Ceci s’appelle une déviation quant au rôle d’un syndicat qui a un rôle social et
doit avoir des revendications sociales. Il ne doit en aucun cas décider des noms
des gouverneurs et des ministres.
Le pire est cette alliance dans le cadre du Conseil supérieur de la Révolution
avec le Parti ouvrier tunisien (POCT) et les partis à tendances islamistes, ce
n’est pas sérieux et ce ne sont pas là les positions historiques de l’UGTT.
L’UGTT a assuré un rôle catastrophique pendant la révolution, elle a fait de la
surenchère, une honte.
La révolution a été faite par des milliers de jeunes diplômés chômeurs, la
famille tunisienne vit pour la réussite de ses enfants et veut vivre dans la
dignité. Elle n’a pas supporté l’injustice, la disparité sociale et l’iniquité
ainsi que l’oppression policière. Les jeunes se sont réfugiés à l’UGTT puisqu’en
face il n’y avait que le
RCD. Pendant les événements de Redeyef, l’UGTT a rejeté
et a dénoncé des jeunes, ils ont été emprisonnés. Le secrétaire général de
l’UGTT Gafsa a une entreprise de sous-traitance et l’est resté à ce jour.
Pendant la révolution, au lieu d’encadrer les jeunes comme il se doit et sans
aucune arrière-pensée, certains représentants syndicaux en ont profité pour
faire de la surenchère. Sans oublier les alliances de la centrale syndicale avec
le POCT et les intégristes. Monsieur Abid Briki, pour ceux qui ne le savent pas,
fait partie du Mouvement patriote démocrate d’extrême gauche, c’est un pur
produit bénaliste et de Sahbani. Le dernier de ses soucis est l’avenir de la
Tunisie.
L’UGTT a voulu joué le jeu de la terre brûlée dans la révolution faisant fi des
intérêts supérieurs du pays.
Comment appréhendez-vous votre travail syndical?

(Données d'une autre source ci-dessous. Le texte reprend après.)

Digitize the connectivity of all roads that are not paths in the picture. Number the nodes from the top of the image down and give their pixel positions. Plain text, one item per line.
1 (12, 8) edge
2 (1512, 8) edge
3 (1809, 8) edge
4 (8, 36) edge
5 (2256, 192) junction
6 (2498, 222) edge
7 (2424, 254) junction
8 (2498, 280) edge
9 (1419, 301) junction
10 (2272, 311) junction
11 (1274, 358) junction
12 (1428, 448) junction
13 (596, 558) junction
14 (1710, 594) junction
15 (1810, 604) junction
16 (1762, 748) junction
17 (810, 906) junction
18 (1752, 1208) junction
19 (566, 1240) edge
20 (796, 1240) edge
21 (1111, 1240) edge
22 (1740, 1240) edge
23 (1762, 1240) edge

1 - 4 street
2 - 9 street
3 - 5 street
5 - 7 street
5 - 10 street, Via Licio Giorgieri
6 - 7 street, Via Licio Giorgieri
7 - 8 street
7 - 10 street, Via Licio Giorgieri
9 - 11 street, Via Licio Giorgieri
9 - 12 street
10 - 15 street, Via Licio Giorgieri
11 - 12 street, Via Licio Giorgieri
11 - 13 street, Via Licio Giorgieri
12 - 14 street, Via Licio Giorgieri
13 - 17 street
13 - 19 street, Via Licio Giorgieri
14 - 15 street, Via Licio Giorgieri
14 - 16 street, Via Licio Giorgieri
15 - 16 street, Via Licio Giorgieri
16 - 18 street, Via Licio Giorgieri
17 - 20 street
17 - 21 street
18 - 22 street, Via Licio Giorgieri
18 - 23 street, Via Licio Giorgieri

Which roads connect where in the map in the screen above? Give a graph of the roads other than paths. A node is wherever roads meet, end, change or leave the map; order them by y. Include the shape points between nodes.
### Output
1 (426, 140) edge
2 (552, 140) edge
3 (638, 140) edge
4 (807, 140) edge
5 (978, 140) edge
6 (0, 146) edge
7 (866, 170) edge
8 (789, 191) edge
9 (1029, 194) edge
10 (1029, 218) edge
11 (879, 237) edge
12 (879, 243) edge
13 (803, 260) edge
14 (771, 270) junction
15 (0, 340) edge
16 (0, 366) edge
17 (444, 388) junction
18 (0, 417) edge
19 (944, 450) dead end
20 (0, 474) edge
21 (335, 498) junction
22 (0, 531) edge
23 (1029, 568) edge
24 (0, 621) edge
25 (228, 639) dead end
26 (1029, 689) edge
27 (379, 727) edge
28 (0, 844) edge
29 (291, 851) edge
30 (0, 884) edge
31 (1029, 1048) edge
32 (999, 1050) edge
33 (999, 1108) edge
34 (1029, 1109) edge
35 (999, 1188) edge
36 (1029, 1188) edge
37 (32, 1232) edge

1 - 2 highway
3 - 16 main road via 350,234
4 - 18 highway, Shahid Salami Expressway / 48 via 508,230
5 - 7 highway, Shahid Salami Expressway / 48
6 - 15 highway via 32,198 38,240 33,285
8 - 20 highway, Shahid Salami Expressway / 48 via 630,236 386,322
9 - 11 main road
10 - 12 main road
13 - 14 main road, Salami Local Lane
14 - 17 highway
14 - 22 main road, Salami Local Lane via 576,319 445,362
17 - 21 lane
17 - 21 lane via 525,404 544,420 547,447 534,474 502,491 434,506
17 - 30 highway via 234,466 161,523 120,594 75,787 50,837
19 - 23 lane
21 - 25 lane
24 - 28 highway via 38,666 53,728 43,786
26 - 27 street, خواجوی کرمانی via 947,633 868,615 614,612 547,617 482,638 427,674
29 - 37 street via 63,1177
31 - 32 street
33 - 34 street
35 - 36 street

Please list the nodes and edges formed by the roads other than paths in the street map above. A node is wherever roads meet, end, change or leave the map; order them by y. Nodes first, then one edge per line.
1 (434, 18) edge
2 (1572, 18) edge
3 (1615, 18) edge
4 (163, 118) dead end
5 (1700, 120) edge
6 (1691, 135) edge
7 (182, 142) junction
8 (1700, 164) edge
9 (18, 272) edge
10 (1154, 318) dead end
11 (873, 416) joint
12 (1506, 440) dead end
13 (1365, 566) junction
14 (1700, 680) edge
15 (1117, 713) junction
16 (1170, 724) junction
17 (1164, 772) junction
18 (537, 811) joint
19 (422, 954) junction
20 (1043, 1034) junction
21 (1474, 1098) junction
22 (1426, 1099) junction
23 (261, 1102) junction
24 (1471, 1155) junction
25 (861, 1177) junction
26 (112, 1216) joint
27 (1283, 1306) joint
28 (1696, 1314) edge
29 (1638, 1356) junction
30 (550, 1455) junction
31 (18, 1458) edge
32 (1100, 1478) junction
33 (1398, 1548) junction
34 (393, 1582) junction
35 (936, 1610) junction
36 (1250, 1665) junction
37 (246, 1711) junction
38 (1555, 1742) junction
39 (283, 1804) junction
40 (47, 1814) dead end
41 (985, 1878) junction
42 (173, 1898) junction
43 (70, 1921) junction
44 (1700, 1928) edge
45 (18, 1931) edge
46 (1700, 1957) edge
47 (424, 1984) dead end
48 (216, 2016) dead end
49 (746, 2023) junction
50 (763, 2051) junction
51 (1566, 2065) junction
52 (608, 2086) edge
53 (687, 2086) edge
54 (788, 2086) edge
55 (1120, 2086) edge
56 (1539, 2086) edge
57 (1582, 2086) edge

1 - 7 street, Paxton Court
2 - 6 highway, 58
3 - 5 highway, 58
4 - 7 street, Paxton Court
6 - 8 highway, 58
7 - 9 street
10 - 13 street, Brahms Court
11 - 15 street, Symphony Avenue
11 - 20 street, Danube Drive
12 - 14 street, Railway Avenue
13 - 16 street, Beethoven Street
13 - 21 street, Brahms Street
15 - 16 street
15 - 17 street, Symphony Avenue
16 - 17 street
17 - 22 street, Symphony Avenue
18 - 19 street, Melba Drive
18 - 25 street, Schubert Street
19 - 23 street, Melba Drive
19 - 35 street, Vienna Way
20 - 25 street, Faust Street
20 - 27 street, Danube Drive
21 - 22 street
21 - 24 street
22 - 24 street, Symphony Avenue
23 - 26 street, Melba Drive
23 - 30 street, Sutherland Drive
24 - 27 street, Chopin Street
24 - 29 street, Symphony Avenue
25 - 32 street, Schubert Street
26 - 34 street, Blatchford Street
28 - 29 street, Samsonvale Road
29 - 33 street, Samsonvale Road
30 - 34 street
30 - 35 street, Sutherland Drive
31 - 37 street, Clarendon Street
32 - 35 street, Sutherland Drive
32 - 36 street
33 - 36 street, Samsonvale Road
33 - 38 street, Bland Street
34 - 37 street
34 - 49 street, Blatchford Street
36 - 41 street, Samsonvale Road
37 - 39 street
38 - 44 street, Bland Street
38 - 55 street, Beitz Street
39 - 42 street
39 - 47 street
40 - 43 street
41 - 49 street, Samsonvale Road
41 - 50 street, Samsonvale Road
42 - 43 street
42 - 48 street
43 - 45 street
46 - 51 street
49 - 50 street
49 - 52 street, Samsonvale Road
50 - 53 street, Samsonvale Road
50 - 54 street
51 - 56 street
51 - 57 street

Nous voulons être une force de propositions et pas de destruction. Etre des
partenaires en matière de politique et de justice sociales et défendre les
principes de citoyenneté et de démocratie.
Nous voulons qu’il y ait moins de centralisation au niveau du comité exécutif et
que l’organisation syndicale soit fédératrice des représentations sectorielles
autonomes et indépendantes et pas des fédérations régionales, le pouvoir revient
au secteur.
Prenez l’exemple de l’UGTT, son comité exécutif est élu pendant 5 ans sans
aucune chance que ses réalisations soient jugées ou évaluées par quiconque. Il
représente l’instance suprême. Ce que nous proposons nous, c’est que le Congrès
élit une commission administrative de 5 ans, laquelle élit un bureau exécutif
sous son contrôle. C’est ce qui se passait à l’époque Farhat Hached, on n’avait
pas besoin d’un congrès pour révoquer un bureau incompétent ou corrompu.
Ce que nous voulons, c’est revenir aux fondements du syndicalisme moderne, nous
voulons que les ¾ de nos affiliés aient moins de 40 ans et que les femmes aient
un quota. Nous voulons affilier les cadres et ceux qui travaillent dans le
secteur informel.
Nous voulons moraliser le syndicalisme car qui ne connaît pas les pratiques de
certains décideurs au niveau de certaines représentations syndicales. Je peux
vous certifier que certains reçoivent des chèques de la part de grands patrons
pour ne pas encourager la création de cellules syndicales au sein de leurs
entreprises ou groupes; il y aurait même des tarifs pour les préavis de grève…
La corruption a gangrené l’UGTT au même titre que les organismes de l’Etat?
Je suis choqué de voir à quel point la corruption a touché les bases syndicales
au même degré que sa direction à tel point que l’on a fini par détester les
syndicalistes. Les pratiques de marchandage sont devenues tellement répandues
qu’aujourd’hui, une entreprise aussi importante que Tunisair est affiliée à la
CGTT avec d’autres, les médecins, le transport, l’agriculture, la chimie,
l’Office du Commerce et les municipalités. D’autres viendront.